Record size is a factor also, because entire records are downloaded, if your records contain many many fields with lots of data, then record sizes are larger and thus take longer to download. The tip here is to choose your storage options wisely on fields. If you have calculation on the table that are indexed but don't need to be, consider making them unstored instead. You cannot request and get a single field value from a record from the FileMaker server, if you request any single field, the entire record is sent to you.

Having said that there are a few factors which contribute to slow speed. First is your internet connection, obviously the slower the connection, the slower records are downloaded and the slower they display.

Next is what is actually on this layout. Portals are interesting things. Lets take a portal that shows 10 rows. If that portal is unsorted, and the relationship the portal uses is also unsorted, then FileMaker server will just send you the first 10 records visible for the portal. No sort means no complexity. When you scroll down in the portal, your client sends a request for the next record, which it receives, that's all fine.

If, however, the portal/relationship is sorted, FileMaker sends you EVERY SINGLE RECORD through that relationship in one hit. this is because sorting occurs on the client-side, and in order to sort records it must have every single record. In short, sorting is a huge performance hit on slow remote connections. If you can avoid sorting portals on your layouts, I suggest you do so. Either that or modify the relationship to get fewer records...

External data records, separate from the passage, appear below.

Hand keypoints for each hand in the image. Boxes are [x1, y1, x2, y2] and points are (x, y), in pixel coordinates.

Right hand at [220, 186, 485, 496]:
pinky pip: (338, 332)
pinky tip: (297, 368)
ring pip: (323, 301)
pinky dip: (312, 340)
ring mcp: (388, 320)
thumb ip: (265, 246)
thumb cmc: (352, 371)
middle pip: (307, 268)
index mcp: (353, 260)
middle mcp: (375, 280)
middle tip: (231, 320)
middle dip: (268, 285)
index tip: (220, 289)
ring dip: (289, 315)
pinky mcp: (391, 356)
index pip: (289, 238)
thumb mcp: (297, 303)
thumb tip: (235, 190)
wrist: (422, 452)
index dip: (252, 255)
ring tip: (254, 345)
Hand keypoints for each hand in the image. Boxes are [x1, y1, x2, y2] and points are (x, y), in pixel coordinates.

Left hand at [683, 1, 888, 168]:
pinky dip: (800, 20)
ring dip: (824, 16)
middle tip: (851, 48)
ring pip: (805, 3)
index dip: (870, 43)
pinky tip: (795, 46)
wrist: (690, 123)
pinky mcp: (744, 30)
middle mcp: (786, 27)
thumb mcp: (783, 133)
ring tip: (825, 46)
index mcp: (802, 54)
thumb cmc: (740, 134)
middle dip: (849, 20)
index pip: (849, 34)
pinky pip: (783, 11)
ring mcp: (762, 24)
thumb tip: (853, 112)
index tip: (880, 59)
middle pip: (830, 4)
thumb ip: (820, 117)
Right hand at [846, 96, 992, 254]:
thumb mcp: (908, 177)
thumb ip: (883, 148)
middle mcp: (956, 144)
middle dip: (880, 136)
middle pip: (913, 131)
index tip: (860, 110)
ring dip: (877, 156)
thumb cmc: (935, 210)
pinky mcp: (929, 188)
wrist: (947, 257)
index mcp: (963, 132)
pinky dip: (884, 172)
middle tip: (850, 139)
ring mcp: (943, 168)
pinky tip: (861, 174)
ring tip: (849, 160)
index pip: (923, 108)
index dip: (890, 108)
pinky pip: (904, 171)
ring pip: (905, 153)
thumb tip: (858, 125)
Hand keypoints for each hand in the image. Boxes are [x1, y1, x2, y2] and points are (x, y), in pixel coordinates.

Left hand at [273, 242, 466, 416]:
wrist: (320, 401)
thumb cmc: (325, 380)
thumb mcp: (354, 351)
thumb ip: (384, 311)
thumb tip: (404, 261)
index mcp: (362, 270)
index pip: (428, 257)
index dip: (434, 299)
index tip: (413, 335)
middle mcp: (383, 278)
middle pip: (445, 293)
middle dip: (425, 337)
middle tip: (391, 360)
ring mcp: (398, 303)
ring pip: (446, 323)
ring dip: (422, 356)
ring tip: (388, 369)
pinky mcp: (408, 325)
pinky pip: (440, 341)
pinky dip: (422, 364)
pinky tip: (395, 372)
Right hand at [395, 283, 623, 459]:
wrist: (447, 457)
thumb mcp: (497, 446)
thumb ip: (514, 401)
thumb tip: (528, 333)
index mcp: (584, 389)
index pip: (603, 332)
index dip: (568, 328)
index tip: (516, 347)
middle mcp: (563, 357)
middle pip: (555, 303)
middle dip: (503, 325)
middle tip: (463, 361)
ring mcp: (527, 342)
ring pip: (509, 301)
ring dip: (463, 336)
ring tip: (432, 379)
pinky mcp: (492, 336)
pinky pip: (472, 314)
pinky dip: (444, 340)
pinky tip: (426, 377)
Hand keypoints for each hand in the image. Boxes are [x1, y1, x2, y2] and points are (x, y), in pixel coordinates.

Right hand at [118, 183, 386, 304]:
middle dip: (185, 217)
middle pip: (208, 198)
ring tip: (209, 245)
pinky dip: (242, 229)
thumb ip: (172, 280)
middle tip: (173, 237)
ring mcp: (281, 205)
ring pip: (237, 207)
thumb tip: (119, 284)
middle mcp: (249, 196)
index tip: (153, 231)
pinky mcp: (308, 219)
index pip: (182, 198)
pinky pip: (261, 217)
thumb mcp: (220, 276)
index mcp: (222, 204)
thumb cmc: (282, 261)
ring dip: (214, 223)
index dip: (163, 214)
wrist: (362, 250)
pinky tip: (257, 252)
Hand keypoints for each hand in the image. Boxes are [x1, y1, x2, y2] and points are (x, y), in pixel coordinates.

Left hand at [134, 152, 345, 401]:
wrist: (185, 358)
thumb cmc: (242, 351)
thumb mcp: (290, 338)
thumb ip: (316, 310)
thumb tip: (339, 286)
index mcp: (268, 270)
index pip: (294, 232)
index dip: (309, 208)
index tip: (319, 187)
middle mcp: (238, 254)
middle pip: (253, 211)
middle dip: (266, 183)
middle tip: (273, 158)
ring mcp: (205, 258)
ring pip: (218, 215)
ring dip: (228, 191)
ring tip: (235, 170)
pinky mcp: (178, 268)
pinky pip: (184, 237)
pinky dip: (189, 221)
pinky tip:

Again everything comes back to what FileMaker server has to send you. So container fields with large graphics will affect performance. Scripts that create a record can be slow if that new record appears in a sorted portal, the portal re-sorts itself.

A refresh window script step which has flush cache turned on is a real No-no for databases accessed over remote connection. A flush cache essentially clears your client-side cache of all records, which means you need to re-download all the records all over again, avoid it where you can.

Any calculation fields, calculations (ie conditional formatting) that appears on the layout can have a performance hit. Every field/record the calculation references must be downloaded. If you have a calculation that references fields on the current record only, then that is ok. If you have a calc though that references related records, this can be a big performance hit - again if the relationship it references is sorted, then all records are downloaded otherwise the calculation will not know which record is the correct record it is referencing.

Aggregate functions in calculations are also an issue, ie List/Count/Sum and so on. These require all referenced records they are listing/summing/counting to be downloaded to the client.

Us

For certain the issues are not with our servers or bandwidth.  Our average bandwidth usage over the past 6 months is less than 25% and our servers are Dell's and Apple’s finest — optimized for FileMaker use.